## Extracted data:
○ ○ ○

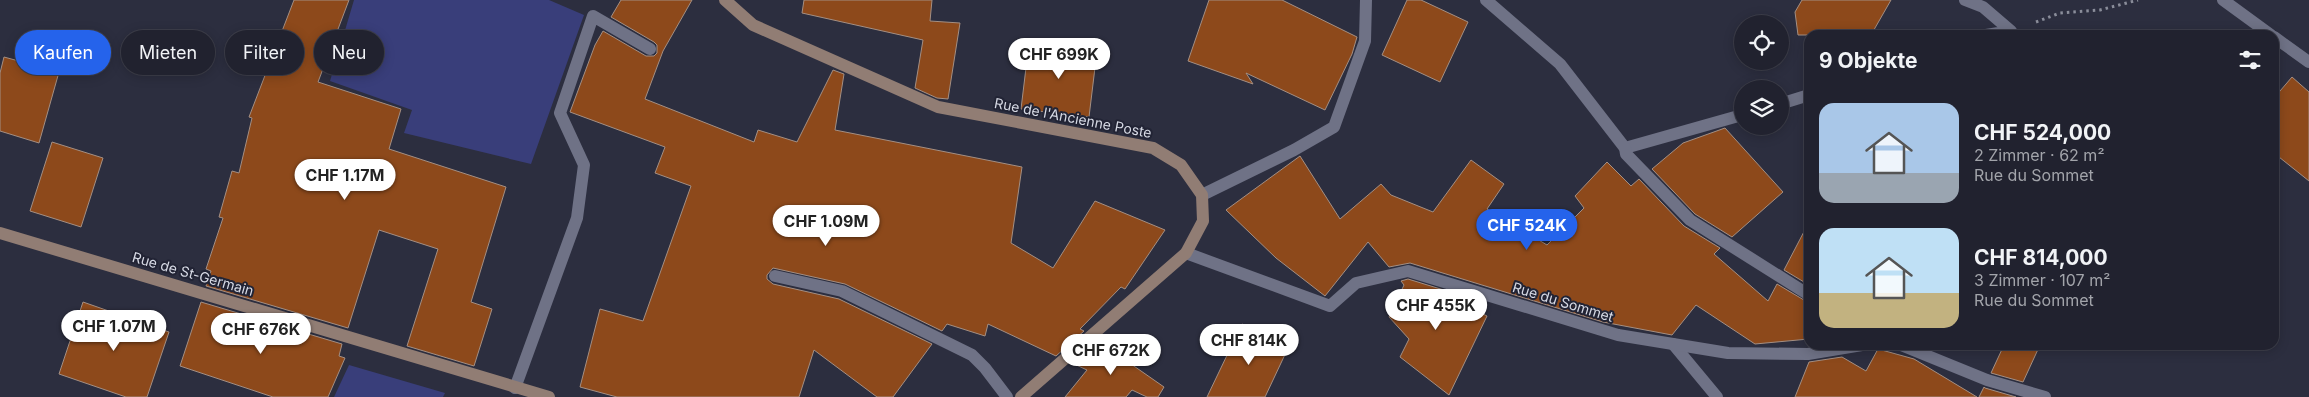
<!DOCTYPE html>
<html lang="de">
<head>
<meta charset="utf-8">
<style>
  :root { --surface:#21222f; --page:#292a37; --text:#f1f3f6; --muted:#a2a4aa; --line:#3e3f4b; --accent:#2563eb }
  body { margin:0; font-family:Inter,sans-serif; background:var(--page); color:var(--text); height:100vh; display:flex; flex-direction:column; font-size:19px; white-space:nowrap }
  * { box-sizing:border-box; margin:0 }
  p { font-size:16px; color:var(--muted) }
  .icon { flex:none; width:28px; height:28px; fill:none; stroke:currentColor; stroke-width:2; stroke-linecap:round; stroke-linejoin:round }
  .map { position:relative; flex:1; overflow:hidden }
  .side { position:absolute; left:1804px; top:30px; width:475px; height:320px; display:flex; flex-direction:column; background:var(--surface); border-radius:15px; box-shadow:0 2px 12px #0003,0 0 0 1px var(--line) }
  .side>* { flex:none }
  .guide { position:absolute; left:15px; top:30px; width:475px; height:45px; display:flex; gap:10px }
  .buttons { position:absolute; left:1734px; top:15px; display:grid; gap:10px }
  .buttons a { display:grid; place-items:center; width:55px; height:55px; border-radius:50%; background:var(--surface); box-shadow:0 2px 12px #0003,0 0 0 1px var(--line); font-size:25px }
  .price { position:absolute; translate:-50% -42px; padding:0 11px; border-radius:18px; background:#fff; color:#222; font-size:16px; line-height:32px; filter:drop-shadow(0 1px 2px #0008) }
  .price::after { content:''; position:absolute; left:50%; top:30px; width:15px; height:11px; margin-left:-8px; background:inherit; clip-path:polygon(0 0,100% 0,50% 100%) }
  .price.current { background:var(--accent); color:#fff }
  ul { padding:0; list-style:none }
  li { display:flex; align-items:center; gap:15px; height:125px; padding:0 15px }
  li span { display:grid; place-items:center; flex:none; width:140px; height:100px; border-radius:15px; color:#555 }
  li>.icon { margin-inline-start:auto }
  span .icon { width:60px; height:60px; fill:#fffc; stroke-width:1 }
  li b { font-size:21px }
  h2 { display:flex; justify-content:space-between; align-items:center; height:60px; padding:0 15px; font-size:21px }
  .chip { padding:0 18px; border-radius:22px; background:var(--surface); box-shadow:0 2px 12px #0003,0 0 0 1px var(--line); font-size:18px; line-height:45px }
  .chip.current { background:var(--accent); color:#fff }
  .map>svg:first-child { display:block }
  .green { fill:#393e7a }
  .building { fill:#8d491b; stroke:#a48f83 }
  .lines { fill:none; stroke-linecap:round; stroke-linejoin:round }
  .path { stroke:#8a8d9a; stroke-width:3; stroke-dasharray:2.5 4; stroke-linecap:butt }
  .lane { stroke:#6f7286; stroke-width:12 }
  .street { stroke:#6f7286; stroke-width:12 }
  .secondary { stroke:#917d74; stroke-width:12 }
  .labels { text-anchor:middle; stroke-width:4; stroke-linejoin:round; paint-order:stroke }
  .street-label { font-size:14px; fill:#d7dae5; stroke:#222435 }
</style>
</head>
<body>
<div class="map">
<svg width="2309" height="397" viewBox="0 0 2309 397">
  <rect width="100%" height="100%" fill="#2c2e3f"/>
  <g class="green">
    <path d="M354 0H549L584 15 531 164 404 133 412 110 330 81Z"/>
    <path d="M349 365 445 393 443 397H334Z"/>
  </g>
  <g class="building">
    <path d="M294 0H349L318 82 401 109 389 149 506 187 471 302 492 309 474 366 407 346 438 249 379 230 348 328 206 286 211 271 206 269 223 218 219 217 232 171 239 173 252 118 249 117Z"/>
    <path d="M621 0H692L663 51 645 99 754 142 758 130 797 142 833 70 844 74 835 130 1022 167 1011 243 1053 268 1095 201 1165 230 1125 289 1121 287 1080 329 1084 331 1056 356 988 324 985 336 947 324 942 331 845 284 773 268 767 275V279L773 284 839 299 932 344 893 397H877L814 350 799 397H617L580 387 600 309 643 321 691 186 655 173 665 147 570 112 595 45 603 31 646 56H654L657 53V45L654 42 611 17Z"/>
    <path d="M804 0H932L930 21 960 23 948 99 937 98 915 88 923 40 802 13Z"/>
    <path d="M1209 0H1282L1357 37 1352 54 1325 110 1246 73 1253 84 1188 61Z"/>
    <path d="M1407 0H1421L1468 22 1440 82 1382 55Z"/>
    <path d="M1802 0H1891L1871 35H1798L1795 12Z"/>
    <path d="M1029 43 1097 51 1089 117 1021 109Z"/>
    <path d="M4 57 59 72 39 143 0 131V73Z"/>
    <path d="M2292 77 2309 92V181L2274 153V98Z"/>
    <path d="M1725 128 1783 192 1732 237 1695 214 1652 169 1683 143Z"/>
    <path d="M52 142 103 158 81 227 30 211Z"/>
    <path d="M1300 156 1340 219 1381 184 1391 195 1433 212 1471 160 1504 184 1487 209 1547 245 1584 208 1575 196 1607 162 1631 186 1639 179 1684 226 1720 248 1714 254 1768 301 1777 284 1809 303V339L1755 344 1696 305 1672 335 1603 322 1410 263 1389 267 1368 242 1325 296 1276 258 1226 210Z"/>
    <path d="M1809 222V285L1784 270Z"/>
    <path d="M1408 279 1473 299 1471 308 1487 316 1449 395 1400 357 1409 339 1389 317 1404 285 1401 281Z"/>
    <path d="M83 302 169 332 147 397H126L59 374Z"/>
    <path d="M201 302 342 344 339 356 345 358 328 397H273L180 366Z"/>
    <path d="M1242 324 1289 346 1265 397H1207Z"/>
    <path d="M1098 341 1164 387 1158 397H1147L1132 390 1126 397H1065L1087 370 1072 363Z"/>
    <path d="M2004 345H2040L2023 382 1991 373Z"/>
    <path d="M1878 349 1914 359 1977 397H1795L1809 362 1842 357 1866 371Z"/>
    <path d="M1984 387 1985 388 2016 397H1979Z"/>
  </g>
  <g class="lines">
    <path class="path" d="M2036 22 2060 13 2100 10 2138 0"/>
    <g class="lane">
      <path d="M1965 0 1983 7 2011 31 1986 35"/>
      <path d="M2223 0 2271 35"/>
      <path d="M2274 37 2309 62"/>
      <path d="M1780 104 1809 95"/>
      <path d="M1625 148 1742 115"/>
      <path d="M1202 195 1294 150 1334 127 1365 41 1366 0"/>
      <path d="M775 276 842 291 972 355 985 368 1007 397"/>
      <path d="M1673 344 1717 397"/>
      <path d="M515 388 577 218 584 165 560 113 593 16 650 49"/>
    </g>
    <g class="street">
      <path d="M1486 0 1560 64 1625 148 1626 154 1690 220 1809 295"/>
      <path d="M1186 253 1330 306 1356 283 1408 271 1618 335 1728 353 1808 354 1862 345"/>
      <path d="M1901 345 1987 380 2045 397"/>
    </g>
    <g class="secondary">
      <path d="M725 0 753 25 938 107 1153 148 1181 165 1202 195 1203 221 1186 253 1021 397"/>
      <path d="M0 233 549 397"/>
    </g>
  </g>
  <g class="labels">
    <g class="street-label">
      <text transform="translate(1073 118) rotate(11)" y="5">Rue de l'Ancienne Poste</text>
      <text transform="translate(193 274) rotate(16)" y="5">Rue de St-Germain</text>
      <text transform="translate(1563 302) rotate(17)" y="5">Rue du Sommet</text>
    </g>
  </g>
</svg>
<div class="buttons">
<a><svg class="icon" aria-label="locate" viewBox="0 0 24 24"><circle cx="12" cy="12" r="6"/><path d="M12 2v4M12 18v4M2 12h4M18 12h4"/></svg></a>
<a><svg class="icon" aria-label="layers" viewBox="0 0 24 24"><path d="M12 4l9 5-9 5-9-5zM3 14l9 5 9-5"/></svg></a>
</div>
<b class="price" style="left:1059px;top:80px">CHF 699K</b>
<b class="price" style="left:345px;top:201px">CHF 1.17M</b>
<b class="price" style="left:826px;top:247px">CHF 1.09M</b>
<b class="price current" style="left:1527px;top:251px">CHF 524K</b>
<b class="price" style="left:1436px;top:331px">CHF 455K</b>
<b class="price" style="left:114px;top:352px">CHF 1.07M</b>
<b class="price" style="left:261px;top:355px">CHF 676K</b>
<b class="price" style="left:1249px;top:366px">CHF 814K</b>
<b class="price" style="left:1111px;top:376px">CHF 672K</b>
<div class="guide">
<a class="chip current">Kaufen</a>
<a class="chip">Mieten</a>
<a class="chip">Filter</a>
<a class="chip">Neu</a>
</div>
<section class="side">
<h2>9 Objekte<svg class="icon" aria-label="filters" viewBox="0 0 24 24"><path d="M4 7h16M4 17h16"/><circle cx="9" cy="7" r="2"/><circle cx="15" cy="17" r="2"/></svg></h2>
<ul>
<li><span style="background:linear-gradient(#a9c7e8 70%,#9aa5b1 0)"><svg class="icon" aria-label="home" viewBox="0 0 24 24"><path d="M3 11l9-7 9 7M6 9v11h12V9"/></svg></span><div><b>CHF 524,000</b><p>2 Zimmer · 62 m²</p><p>Rue du Sommet</p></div></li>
<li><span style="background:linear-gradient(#bfe0f5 65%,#c2b280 0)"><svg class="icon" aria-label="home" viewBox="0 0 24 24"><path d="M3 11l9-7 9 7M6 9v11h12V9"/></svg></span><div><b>CHF 814,000</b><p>3 Zimmer · 107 m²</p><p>Rue du Sommet</p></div></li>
</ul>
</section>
</div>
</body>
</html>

○ ○ ○

## Work instructions:
Out of the records above, pick each line that contains the string "buttons".

## Answer to the problem:
  .buttons { position:absolute; left:1734px; top:15px; display:grid; gap:10px }
  .buttons a { display:grid; place-items:center; width:55px; height:55px; border-radius:50%; background:var(--surface); box-shadow:0 2px 12px #0003,0 0 0 1px var(--line); font-size:25px }
<div class="buttons">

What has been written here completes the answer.